Mining
The following article appeared in a recent (June, 2007) issue of the Citrus County Chronicle and is included here by
permission of the author Charles Miko. Mr Miko is a retired high school and college physics teacher and a long term
resident of Citrus County.
The article provides valuable insight into the relationship between urbanization and the waters of the aquifer.
Urbanization is chosen to describe the root source of serious issues. People choose to live in this region and require
places to live and the ability to travel to and from their homes. This in turn requires homes, roads and an infrastrcture
to be built and maintained. It makes money sense to mine the raw materials for construction close to the place where
they will be applied and to have such supplies of limerock available close to the land surface surface makes the choice
of site a no brainer. Permits were aquired for the mining operation at a time when the need to conserve the integrity
and supply of aquifer waters was less widely appreciated than it is today.
Water for Rock, A Costly Trade
After two major droughts in six years, the people of Florida, in particular on the Nature Coast, ought to be concerned
about the quantity, quality, allocation and management of our most precious natural resource, water.
At a recent Water Summit sponsored by the Southwest Florida Water Management District (SWFWMD), Executive Director
David Moore told participants that Conservation is the quickest, most effective and most inexpensive way to grow water
supply. We can do it today; every gallon saved stays in the water pie; and it costs absolutely nothing — no new
infrastructure, no regulation, no increased taxes.

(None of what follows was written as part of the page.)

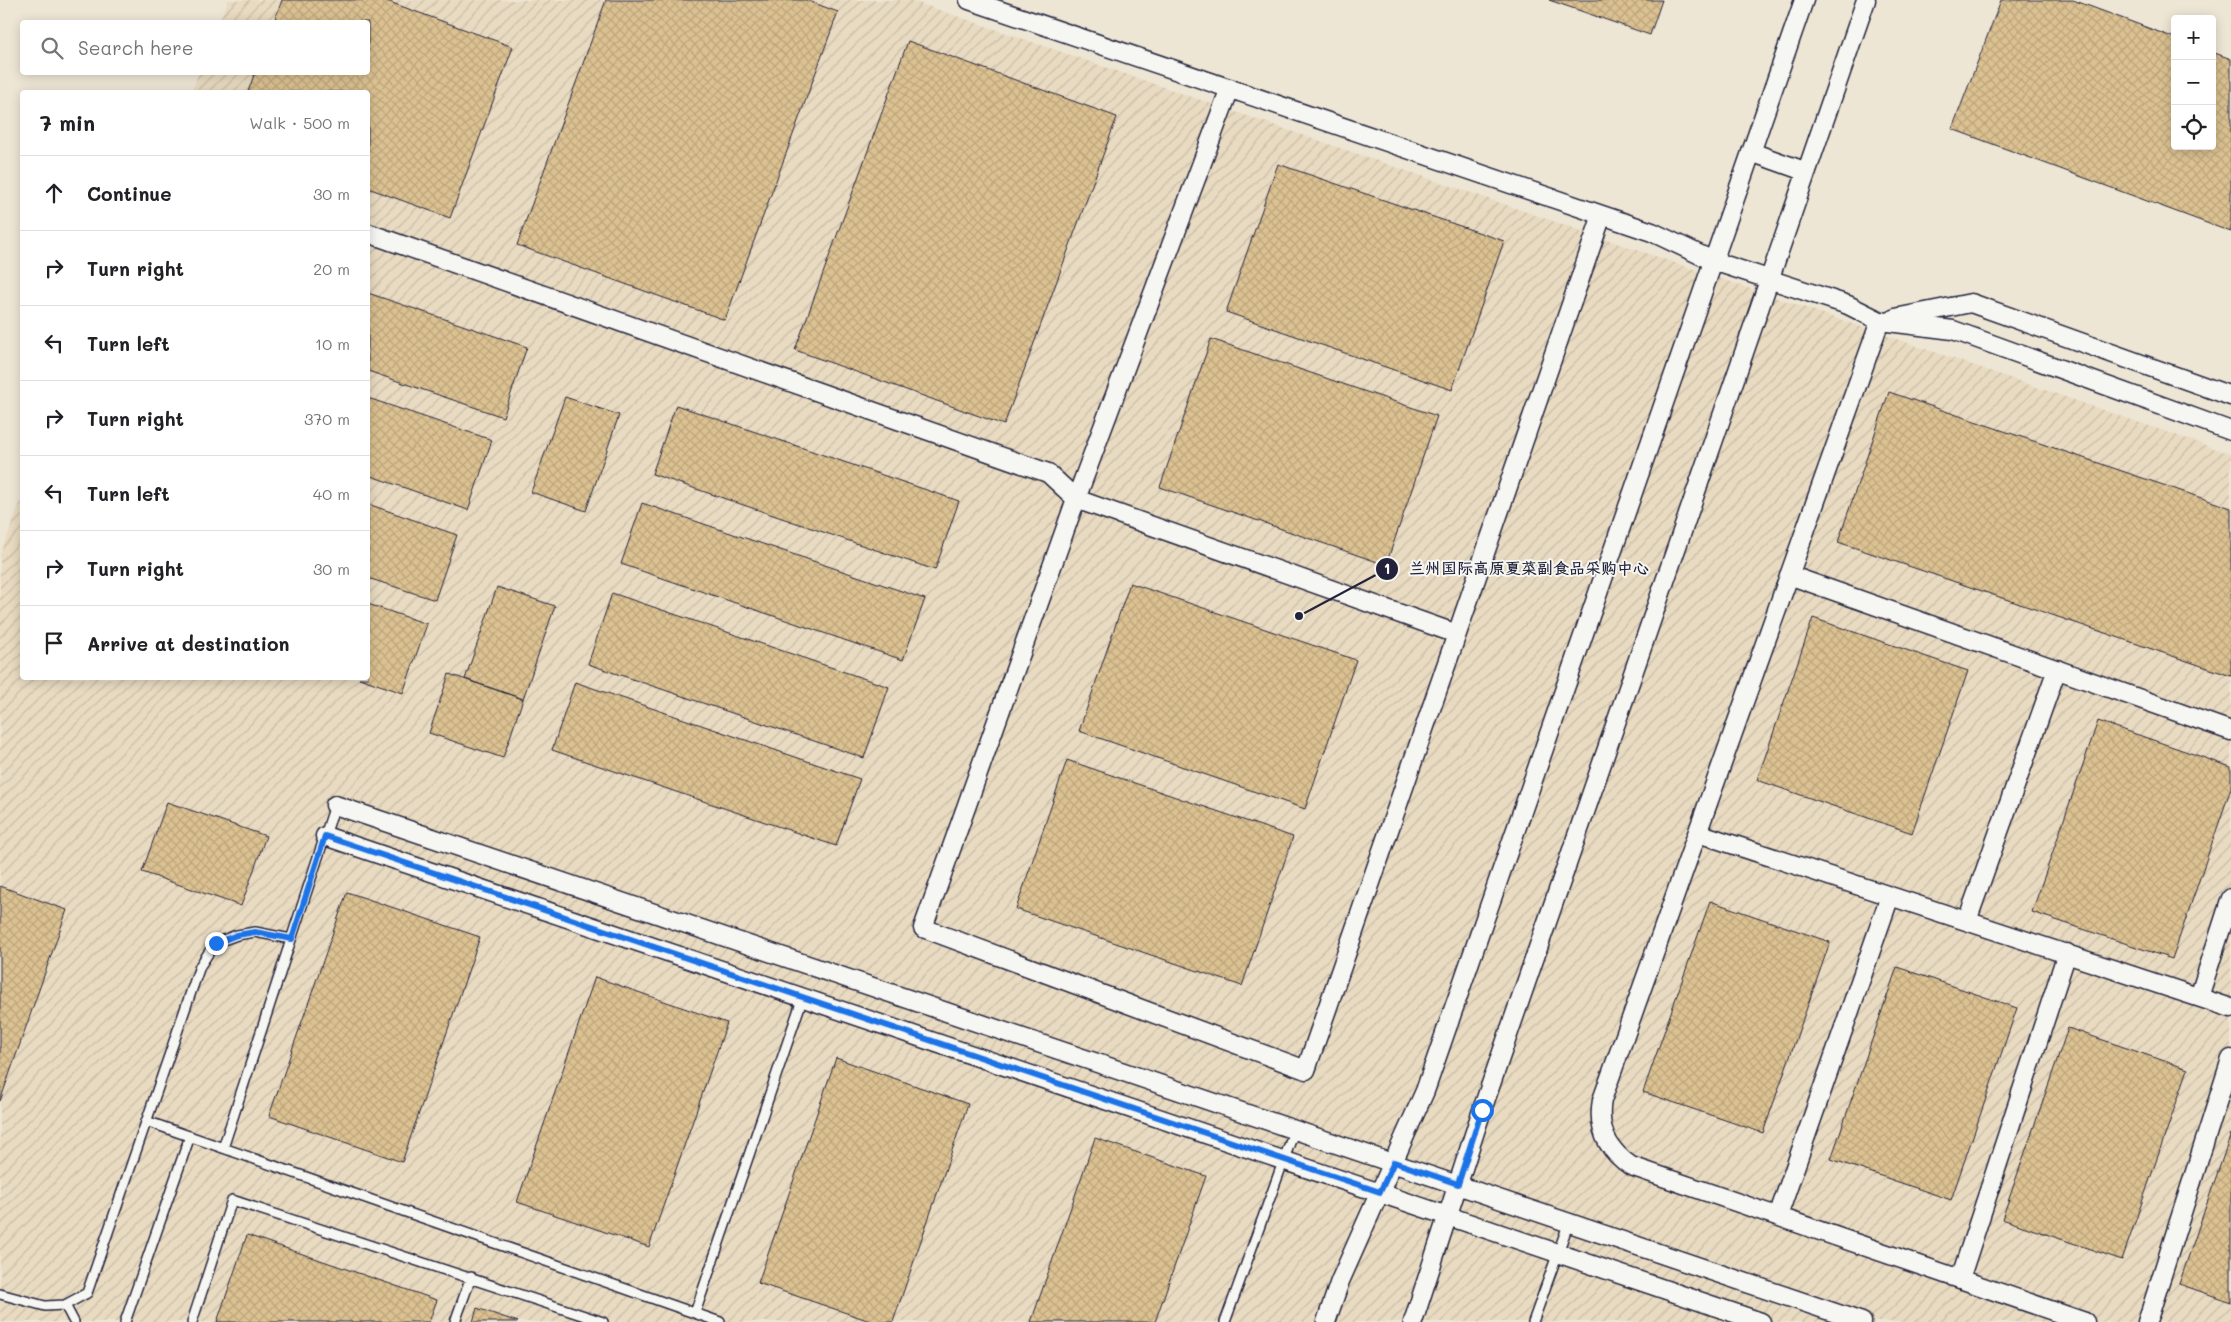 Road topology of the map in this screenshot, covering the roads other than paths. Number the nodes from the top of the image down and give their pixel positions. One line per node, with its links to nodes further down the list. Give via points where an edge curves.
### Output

Everyone in the room agreed.
In the northwest portion of Citrus County, citizens, their elected representatives and regional water managers have
an opportunity to put this conservation strategy to work. At present, there is an 8000 acre expanse of land between U.S.
19 and the Gulf of Mexico, an area roughly the size of Inverness and Crystal River combined, zoned for destruction by
mining. The aquifer will be opened and laid bare. It doesn't take a hydrologist to understand that when acre after
acre of water is exposed to sun and wind immense quantities will be lost to evaporation.
At this latitude, open water evaporates at a rate of 48 inches (4 feet) per year. Each 1000 acres of aquifer exposed
will result in a loss of more than 3.5 million gallons per day (mgd). Enough water to cover 11 acres to a depth
of one foot — water that is lost every day of every year, forever; traded for a one time supply of rock.
Citrus County's Future Land Use Plan, through its land allocation to surface mining, paves the way for the
eventual loss of 28 mgd (million gallons per day); more water than is slated to be produced at a cost of $140 million
dollars by the trouble-plagued desalinization plant in Tampa Bay; more water than is required to meet the needs of the
entire 2007 population of Citrus County.
When the land has been stripped of everything valuable, including our water, the miners from Mexico (CEMEX) and
Switzerland (HOLCIM) will move on. They would have you believe that this loss of water is not important, that this is "only
water on its way to the Gulf." However, data compiled by our state agencies show that the height of the fresh water
column in the vicinity of the Cemex mine is steadily diminishing. When that column is lowered to the level of the Gulf,
salt water will flow into the fresh water aquifer. In fact, measurements taken in late 2005 and 2006 indicate that this
may already have begun.
Five hundred acres of aquifer have already been exposed. The Inglis Cemex mine uncovered 20 additional acres last
year. Evaporation stands now at 1.75 million gallons per day, a quarter of a million gallons more than the combined
water use permits for Crystal River, Inglis, and Yankeetown, and it is growing with each dragline bucketful. Digging
continues day and night, and yet no one in government has dared suggest that what they are doing is not in the public
interest and must be stopped.
In the face of this avoidable, encroaching disaster, we are expected to view the Florida Department of Environmental
Protection as the defender of our environment, to heed the advice of The Southwest Florida Water Management District to
conserve, to plant Florida-friendly landscaping and to turn off the tap while we brush our teeth. Really? This is absurd.
Water for rock; it's a costly trade. How far will it be permitted to go before it is stopped?